Sankara, le marqueteur en chef de la violence

L’évocation de quelques faits douloureux s’impose pour justifier cette assertion. Nous commençons par cet arrêt sur image d’un Sankara menaçant, Kalachnikov au milieu de la table, ses convoqués d’un jour, les anciens présidents dont Sangoulé Lamizana et Saye Zerbo. Quel CDR n’aurait pas lu dans cette scène la légitimation de la violence ?

Si des présidents, de loin ses aînés et dont certains sont ces anciens chefs militaires, sont ainsi rabaissés, quel sort était réservé au citoyen lambda qui osait tenir des propos hostiles à la révolution ? Les exécutions sommaires sonnèrent comme les manifestations suprêmes de la violence.

Les familles endeuillées, les veuves et orphelins ne les oublieront sans doute jamais. Ainsi, le colonel Didier Tiendrebéogo, le lieutenant Maurice Dominique Ouédraogo, le sous-officier de gendarmerie Barnabé Kaboré, le sergent Moussa Kaboré, le pilote Anatole Tiendrebéogo et le commerçant Adama Ouédraogo subirent le rituel sacrificiel révolutionnaire suprême.

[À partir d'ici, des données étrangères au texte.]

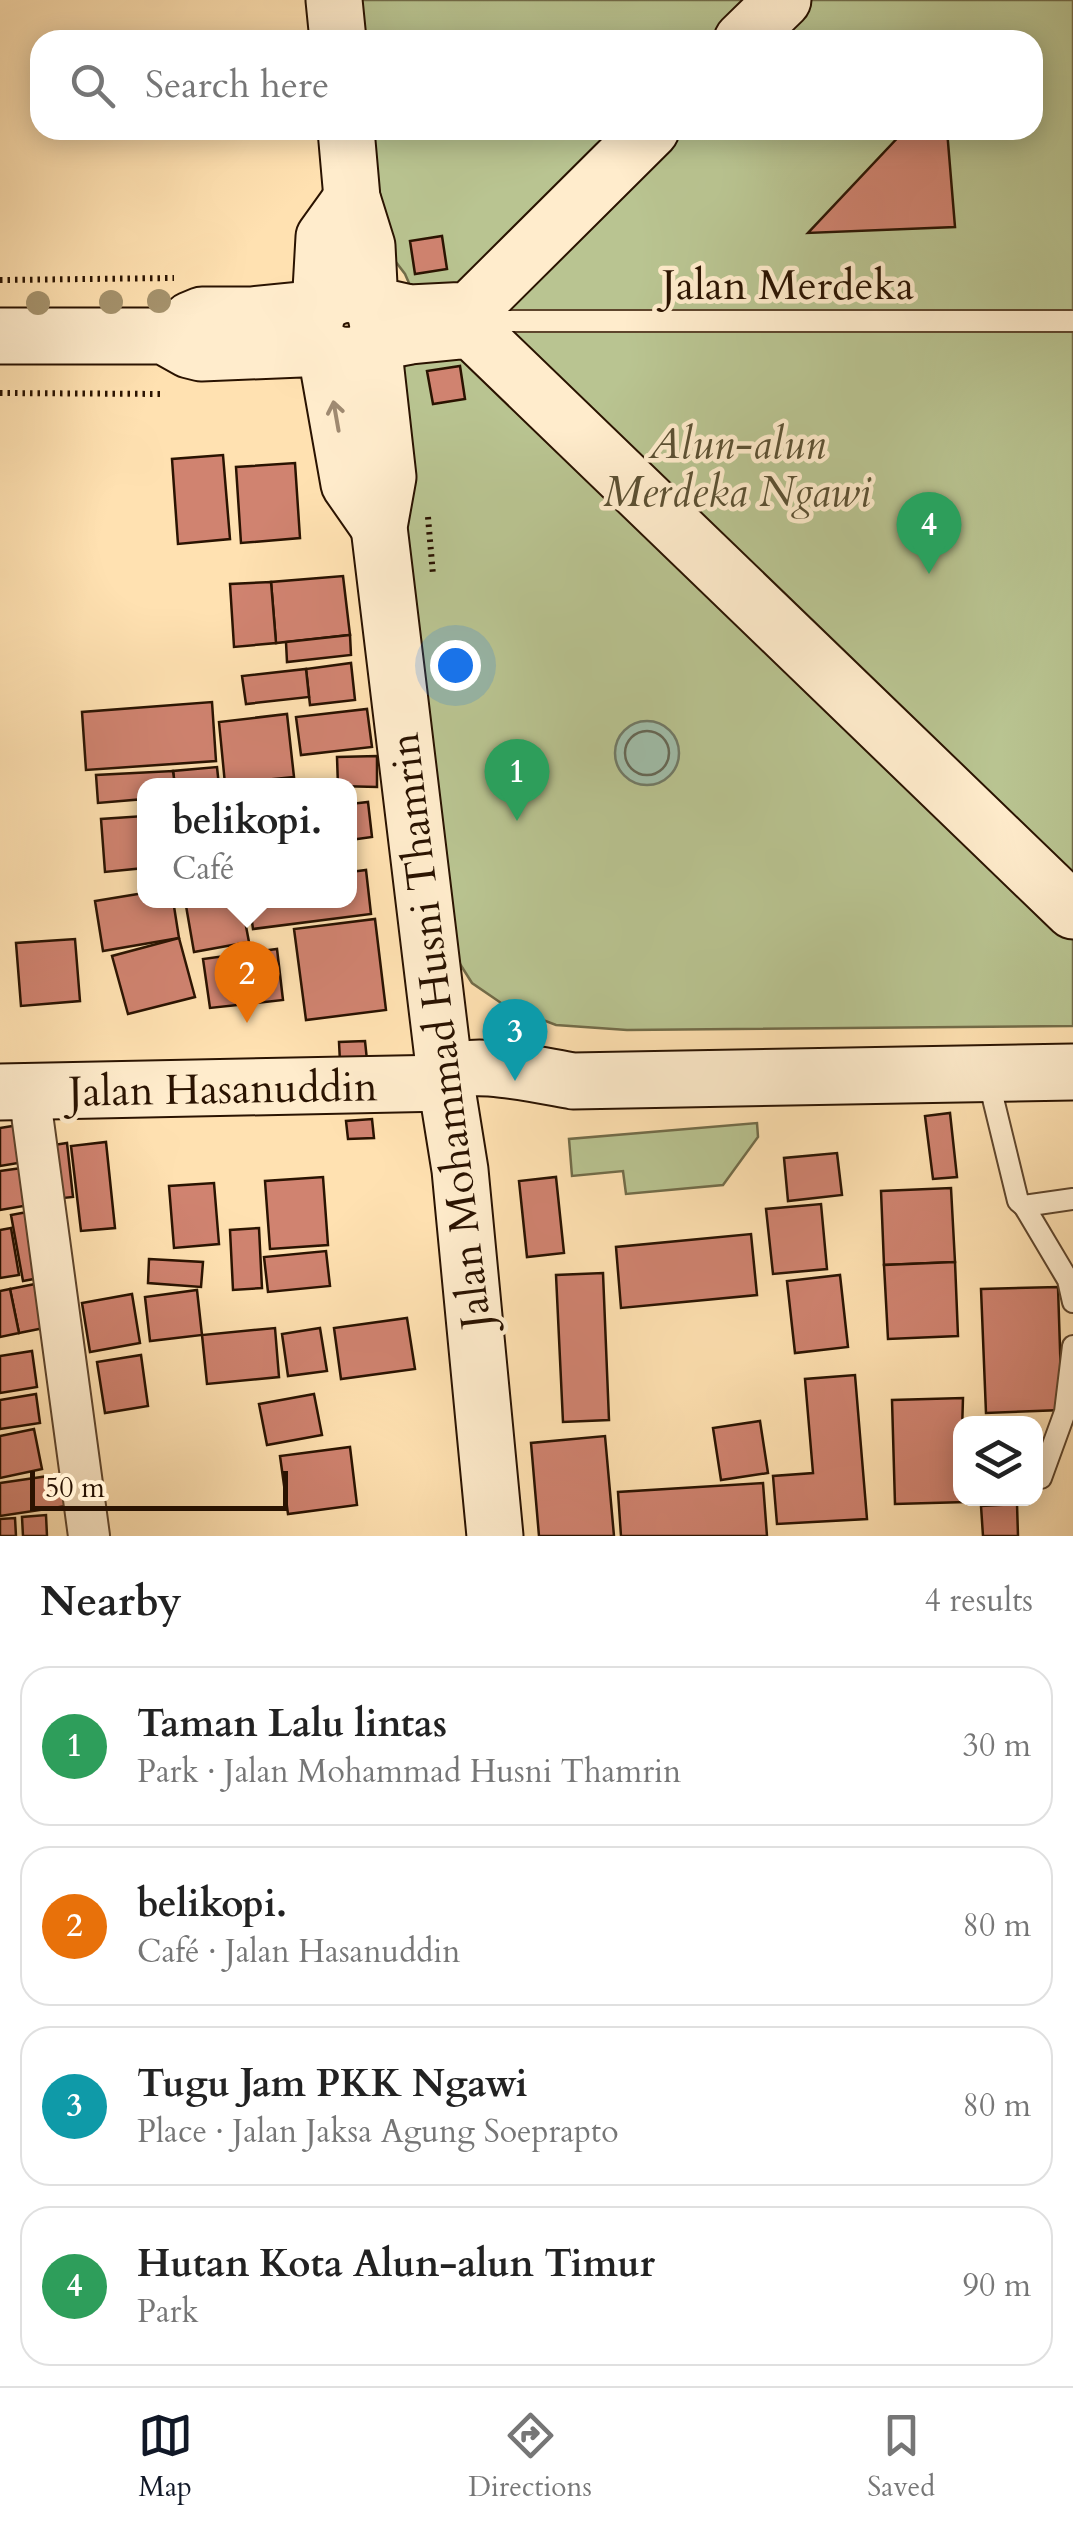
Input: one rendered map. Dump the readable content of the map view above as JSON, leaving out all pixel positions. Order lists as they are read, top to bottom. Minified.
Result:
{"streets":{"main road":["Jalan Mohammad Husni Thamrin","Jalan Hasanuddin"],"lane":["Jalan Merdeka"]},"crossings":[["Jalan Mohammad Husni Thamrin","Jalan Hasanuddin"]],"parks":["Alun-alun Merdeka Ngawi"],"scale_bar":"50 m","page":{"search":"Search here","pins":["4","1","2","3"],"popup":["belikopi.","Café"],"scale":"50 m","heading":["Nearby","4 results"],"list":[{"mark":"1","name":"Taman Lalu lintas","note":"Park · Jalan Mohammad Husni Thamrin","value":"30 m"},{"mark":"2","name":"belikopi.","note":"Café · Jalan Hasanuddin","value":"80 m"},{"mark":"3","name":"Tugu Jam PKK Ngawi","note":"Place · Jalan Jaksa Agung Soeprapto","value":"80 m"},{"mark":"4","name":"Hutan Kota Alun-alun Timur","note":"Park","value":"90 m"}],"nav":["Map","Directions","Saved"]}}
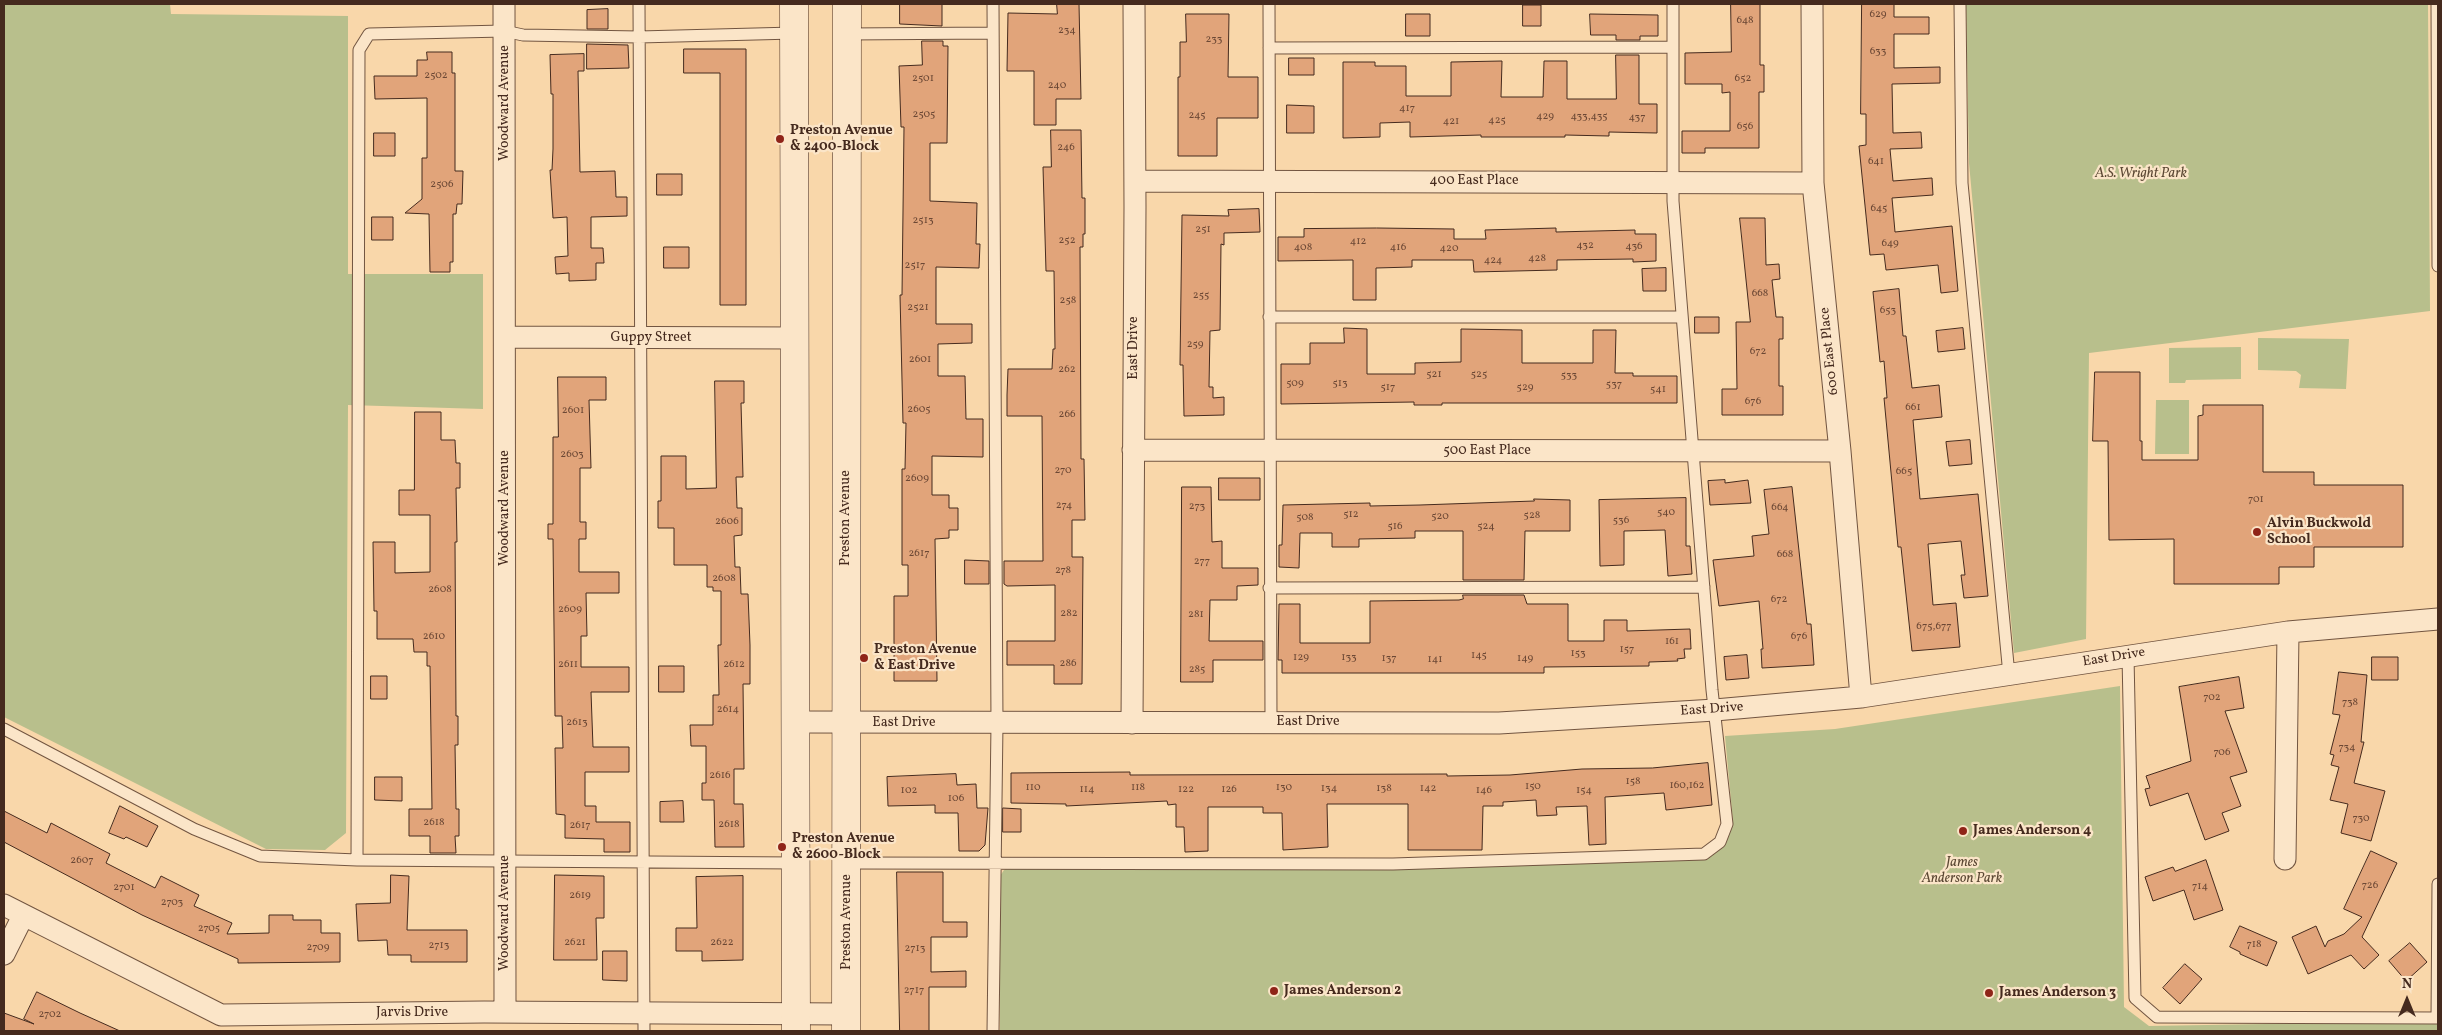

Avant eux, les colonel Gabriel Yorian Somé et Fidèle Guébré étaient passés à la trappe du peloton d’exécution. Sankara n’était sans doute pas le seul à décider, mais il était le chef de la chaîne de décisionset n’a jamais ni regretté ni condamné ces crimes abominables. Que dire alors de l’assassinat ignoble sur le pont du barrage n° 3 de Ouagadougou de ce gendre de Gérard Kango Ouédraogo et très proche ami de Blaise Compaoré qu’était le commandant Amadou Sawadogo ?

La violence révolutionnaire préventive était de sortie constante contre les dirigeants de pays voisins comme la Côte d’Ivoire, le Togo et le Mali, affublés de noms d’animaux. Au cours d’un meeting de proximité à la frontière de la Côte d’Ivoire, Houphouët Boigny fut traité de vieux crocodile. Le vieux a dû entendre cette injure à lui adressée à sa porte. Sankara clamait sa volonté d’exporter la révolution en disant nettement que les autres peuples avaient besoin de la révolution.

La guerre de Noël avec le Mali fut l’un des résultats de cette agressivité. Lors d’une de ses rencontres nocturnes avec des CDR étudiants, Sankara rapporta fièrement et avec délectation qu’il donna du « Houphouët, tu es trop vieux pour comprendre » au président ivoirien qui lui disait « Sankara, tu es trop jeune pour comprendre ». Du Kim Jong Un avant l’heure, sauf que celui-ci a quelques arguments de dissuasion dans sa besace.

L’industrie de la liberté d’expression sur les médias sociaux qui a cours aujourd’hui était simplement inimaginable dans la période révolutionnaire. Cela explique la prolifération des tracts. La fin du CNR était alors annoncée par le bal des boules puantes rythmé par des danses mortifères entre « amis ». La révolution par Thomas Sankara a démontré sa capacité de projection de la violence à travers l’assassinat en Côte d’Ivoire de l’homme d’affaires burkinabè Valentin Kinda.

Au total, c’est le gène de la violence banalisée, inhérent à la révolution, qui est le déterminant clé de la fin brutale d’un CNR né dans la violence, dont il s’est gavé, jusqu’à ce que mort s’ensuive. Cette maxime enseignée dans les écoles de guerre qui veut que la guerre soit une forme d’échange, a été rigoureusement traduite par la révolution, qui a fait de la violence un simple et banal moyen d’échange. À notre sens, cette triste fin n’est pas réductible aux contradictions entre Sankara et son ami Compaoré.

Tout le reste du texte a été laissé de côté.